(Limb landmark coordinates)
-.-.-
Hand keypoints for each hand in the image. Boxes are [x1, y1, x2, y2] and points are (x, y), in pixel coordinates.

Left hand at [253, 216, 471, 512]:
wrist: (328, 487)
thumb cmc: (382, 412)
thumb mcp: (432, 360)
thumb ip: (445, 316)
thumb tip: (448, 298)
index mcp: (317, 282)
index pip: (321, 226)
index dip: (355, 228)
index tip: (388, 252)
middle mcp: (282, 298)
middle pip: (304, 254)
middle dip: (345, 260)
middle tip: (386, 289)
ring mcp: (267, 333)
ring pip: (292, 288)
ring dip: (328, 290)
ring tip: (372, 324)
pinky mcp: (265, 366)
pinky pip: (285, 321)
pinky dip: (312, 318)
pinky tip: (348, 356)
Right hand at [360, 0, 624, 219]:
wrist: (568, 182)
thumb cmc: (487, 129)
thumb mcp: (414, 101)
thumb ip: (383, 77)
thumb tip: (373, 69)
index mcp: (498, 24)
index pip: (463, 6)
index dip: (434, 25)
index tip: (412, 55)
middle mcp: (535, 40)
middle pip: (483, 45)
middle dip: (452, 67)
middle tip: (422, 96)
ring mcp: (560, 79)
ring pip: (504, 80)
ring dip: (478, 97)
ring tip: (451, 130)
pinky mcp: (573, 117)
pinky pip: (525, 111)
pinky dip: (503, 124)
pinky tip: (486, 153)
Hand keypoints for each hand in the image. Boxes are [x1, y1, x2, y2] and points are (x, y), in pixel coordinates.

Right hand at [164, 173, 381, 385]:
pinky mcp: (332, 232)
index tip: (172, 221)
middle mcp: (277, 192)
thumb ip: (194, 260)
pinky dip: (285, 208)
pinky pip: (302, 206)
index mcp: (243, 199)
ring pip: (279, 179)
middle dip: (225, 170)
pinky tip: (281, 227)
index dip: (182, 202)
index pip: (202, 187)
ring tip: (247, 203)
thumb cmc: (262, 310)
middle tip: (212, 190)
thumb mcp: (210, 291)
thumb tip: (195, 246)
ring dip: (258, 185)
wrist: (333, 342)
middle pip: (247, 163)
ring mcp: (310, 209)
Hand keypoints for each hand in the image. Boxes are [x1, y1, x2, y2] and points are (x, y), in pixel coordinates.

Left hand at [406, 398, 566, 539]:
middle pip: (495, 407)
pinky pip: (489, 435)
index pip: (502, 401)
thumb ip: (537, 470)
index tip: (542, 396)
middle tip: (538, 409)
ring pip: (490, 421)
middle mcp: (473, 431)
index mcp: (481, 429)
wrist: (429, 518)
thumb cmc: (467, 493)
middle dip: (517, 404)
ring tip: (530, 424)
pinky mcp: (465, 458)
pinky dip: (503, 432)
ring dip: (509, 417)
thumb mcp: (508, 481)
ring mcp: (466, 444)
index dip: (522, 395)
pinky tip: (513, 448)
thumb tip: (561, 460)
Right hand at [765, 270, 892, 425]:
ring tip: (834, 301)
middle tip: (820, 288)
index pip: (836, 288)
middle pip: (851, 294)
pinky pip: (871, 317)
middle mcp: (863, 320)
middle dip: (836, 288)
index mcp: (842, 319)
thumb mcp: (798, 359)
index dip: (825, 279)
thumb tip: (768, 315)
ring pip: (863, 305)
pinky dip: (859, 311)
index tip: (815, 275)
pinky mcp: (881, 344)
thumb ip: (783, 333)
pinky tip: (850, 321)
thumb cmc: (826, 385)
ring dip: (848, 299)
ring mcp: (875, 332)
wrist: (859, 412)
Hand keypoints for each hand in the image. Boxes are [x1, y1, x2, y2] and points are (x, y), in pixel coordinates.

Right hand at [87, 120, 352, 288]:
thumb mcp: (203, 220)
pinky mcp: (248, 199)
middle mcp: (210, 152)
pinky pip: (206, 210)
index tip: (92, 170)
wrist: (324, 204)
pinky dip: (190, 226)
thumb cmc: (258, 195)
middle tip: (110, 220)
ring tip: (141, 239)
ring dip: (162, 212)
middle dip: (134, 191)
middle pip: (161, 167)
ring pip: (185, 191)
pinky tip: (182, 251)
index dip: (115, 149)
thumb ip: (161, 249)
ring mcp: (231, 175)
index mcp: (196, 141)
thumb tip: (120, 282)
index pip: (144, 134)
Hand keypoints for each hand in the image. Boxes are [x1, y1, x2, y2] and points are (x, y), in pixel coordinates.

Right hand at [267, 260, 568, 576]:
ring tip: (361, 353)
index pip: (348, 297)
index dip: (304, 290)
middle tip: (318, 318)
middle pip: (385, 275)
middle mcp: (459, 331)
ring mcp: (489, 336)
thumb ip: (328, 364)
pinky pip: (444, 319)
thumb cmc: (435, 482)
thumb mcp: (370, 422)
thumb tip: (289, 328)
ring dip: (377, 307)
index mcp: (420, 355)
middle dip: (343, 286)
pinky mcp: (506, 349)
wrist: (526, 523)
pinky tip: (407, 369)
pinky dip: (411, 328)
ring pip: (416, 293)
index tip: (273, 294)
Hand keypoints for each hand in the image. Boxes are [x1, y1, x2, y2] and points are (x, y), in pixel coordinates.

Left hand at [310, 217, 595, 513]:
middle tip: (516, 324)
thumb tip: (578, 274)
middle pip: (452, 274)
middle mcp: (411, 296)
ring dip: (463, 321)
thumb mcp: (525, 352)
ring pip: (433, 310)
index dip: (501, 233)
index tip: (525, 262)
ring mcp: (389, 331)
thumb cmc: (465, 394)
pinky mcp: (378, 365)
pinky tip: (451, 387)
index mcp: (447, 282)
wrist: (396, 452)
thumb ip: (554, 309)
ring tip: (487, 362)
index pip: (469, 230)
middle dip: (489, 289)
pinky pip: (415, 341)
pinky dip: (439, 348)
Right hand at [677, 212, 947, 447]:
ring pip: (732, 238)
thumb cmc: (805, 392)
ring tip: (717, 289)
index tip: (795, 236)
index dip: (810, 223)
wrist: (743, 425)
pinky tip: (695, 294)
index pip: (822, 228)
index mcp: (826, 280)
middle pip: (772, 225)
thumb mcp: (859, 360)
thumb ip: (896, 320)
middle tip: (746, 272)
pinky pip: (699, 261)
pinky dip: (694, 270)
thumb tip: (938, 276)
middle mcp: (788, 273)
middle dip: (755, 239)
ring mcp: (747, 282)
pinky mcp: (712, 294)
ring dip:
-.-.-
▶ [YOUR OBJECTIVE]:
From the records above, extract every entry verbatim.

▶ [EXERCISE OUTPUT]:
Hand keypoints for each hand in the image. Boxes are [x1, y1, x2, y2] and points are (x, y), in pixel coordinates.

Left hand at [253, 216, 471, 512]:
wrist: (328, 487)
thumb cmc: (382, 412)
thumb mcp: (432, 360)
thumb ip: (445, 316)
thumb tip: (448, 298)
index mcp: (317, 282)
index pip: (321, 226)
index dip: (355, 228)
index tip: (388, 252)
middle mcp: (282, 298)
middle pip: (304, 254)
middle dip: (345, 260)
middle tip: (386, 289)
ring mcp: (267, 333)
ring pip: (292, 288)
ring dip: (328, 290)
ring tip: (372, 324)
pinky mcp: (265, 366)
pinky pip: (285, 321)
pinky dip: (312, 318)
pinky tip: (348, 356)
Right hand at [360, 0, 624, 219]:
wrist: (568, 182)
thumb cmc: (487, 129)
thumb mcp: (414, 101)
thumb ip: (383, 77)
thumb tip: (373, 69)
index mcp: (498, 24)
index pip: (463, 6)
index dip: (434, 25)
index tip: (412, 55)
middle mcp: (535, 40)
middle pip: (483, 45)
middle dip: (452, 67)
middle tip: (422, 96)
ring mcp: (560, 79)
ring pip: (504, 80)
ring dip: (478, 97)
ring tip: (451, 130)
pinky mcp: (573, 117)
pinky pip: (525, 111)
pinky dip: (503, 124)
pinky tip: (486, 153)
Hand keypoints for each hand in the image. Boxes are [x1, y1, x2, y2] and points are (x, y), in pixel coordinates.

Right hand at [164, 173, 381, 385]:
pinky mcp: (332, 232)
index tip: (172, 221)
middle mcp: (277, 192)
thumb ip: (194, 260)
pinky dip: (285, 208)
pinky pip: (302, 206)
index mcp: (243, 199)
ring pip: (279, 179)
middle dip: (225, 170)
pinky tip: (281, 227)
index dip: (182, 202)
index pip: (202, 187)
ring tip: (247, 203)
thumb cmc: (262, 310)
middle tip: (212, 190)
thumb mcp: (210, 291)
thumb tip: (195, 246)
ring dip: (258, 185)
wrist: (333, 342)
middle pip: (247, 163)
ring mcp: (310, 209)
Hand keypoints for each hand in the image. Boxes are [x1, y1, x2, y2] and points are (x, y), in pixel coordinates.

Left hand at [406, 398, 566, 539]:
middle pip: (495, 407)
pinky pip: (489, 435)
index pip: (502, 401)
thumb ip: (537, 470)
index tip: (542, 396)
middle tip: (538, 409)
ring pip: (490, 421)
middle mcp: (473, 431)
index mcp: (481, 429)
wrist: (429, 518)
thumb cmc: (467, 493)
middle dip: (517, 404)
ring tip: (530, 424)
pinky mcp: (465, 458)
pinky dip: (503, 432)
ring dip: (509, 417)
thumb mcp: (508, 481)
ring mcp: (466, 444)
index dip: (522, 395)
pinky tip: (513, 448)
thumb tip: (561, 460)
Right hand at [765, 270, 892, 425]:
ring tip: (834, 301)
middle tip: (820, 288)
index pip: (836, 288)
middle pip: (851, 294)
pinky pip: (871, 317)
middle mcp: (863, 320)
middle dip: (836, 288)
index mcp: (842, 319)
thumb mcp: (798, 359)
index dip: (825, 279)
thumb tip: (768, 315)
ring pip: (863, 305)
pinky dip: (859, 311)
index tip: (815, 275)
pinky mcp: (881, 344)
thumb ip: (783, 333)
pinky tip: (850, 321)
thumb cmc: (826, 385)
ring dip: (848, 299)
ring mcp: (875, 332)
wrist: (859, 412)
Hand keypoints for each hand in the image. Boxes are [x1, y1, x2, y2] and points are (x, y), in pixel coordinates.

Right hand at [87, 120, 352, 288]:
thumb mcp: (203, 220)
pinky mcp: (248, 199)
middle mcp: (210, 152)
pinky pip: (206, 210)
index tip: (92, 170)
wrist: (324, 204)
pinky dip: (190, 226)
thumb cmc: (258, 195)
middle tip: (110, 220)
ring tip: (141, 239)
ring dip: (162, 212)
middle dip: (134, 191)
middle pip: (161, 167)
ring pip: (185, 191)
pinky tip: (182, 251)
index dip: (115, 149)
thumb ip: (161, 249)
ring mcp: (231, 175)
index mcp: (196, 141)
thumb tip: (120, 282)
index pip: (144, 134)
Hand keypoints for each hand in the image. Boxes are [x1, y1, x2, y2] and points are (x, y), in pixel coordinates.

Right hand at [267, 260, 568, 576]:
ring tip: (361, 353)
index pip: (348, 297)
index dip: (304, 290)
middle tip: (318, 318)
middle pip: (385, 275)
middle mcp: (459, 331)
ring mcp: (489, 336)
thumb ip: (328, 364)
pinky pip: (444, 319)
thumb cmc: (435, 482)
thumb mcp: (370, 422)
thumb tip: (289, 328)
ring dip: (377, 307)
index mcp: (420, 355)
middle dip: (343, 286)
pinky mcp: (506, 349)
wrist: (526, 523)
pinky tip: (407, 369)
pinky dip: (411, 328)
ring pip: (416, 293)
index tip: (273, 294)
Hand keypoints for each hand in the image. Boxes are [x1, y1, x2, y2] and points are (x, y), in pixel coordinates.

Left hand at [310, 217, 595, 513]:
middle tip: (516, 324)
thumb tip: (578, 274)
middle pip: (452, 274)
middle mcp: (411, 296)
ring dip: (463, 321)
thumb mcp: (525, 352)
ring pip: (433, 310)
index dip: (501, 233)
index tip: (525, 262)
ring mcp: (389, 331)
thumb cmc: (465, 394)
pinky mcp: (378, 365)
pinky tip: (451, 387)
index mcp: (447, 282)
wrist: (396, 452)
thumb ip: (554, 309)
ring tip: (487, 362)
index pip: (469, 230)
middle dip: (489, 289)
pinky pip: (415, 341)
pinky dip: (439, 348)
Right hand at [677, 212, 947, 447]:
ring pip: (732, 238)
thumb cmc: (805, 392)
ring tip: (717, 289)
index tip: (795, 236)
index dip: (810, 223)
wrist: (743, 425)
pinky tip: (695, 294)
index pip: (822, 228)
index mcp: (826, 280)
middle pip: (772, 225)
thumb mcp: (859, 360)
thumb ip: (896, 320)
middle tip: (746, 272)
pinky pip: (699, 261)
pinky dip: (694, 270)
thumb tip: (938, 276)
middle mcp: (788, 273)
middle dip: (755, 239)
ring mcp: (747, 282)
pinky mcp: (712, 294)
ring dip:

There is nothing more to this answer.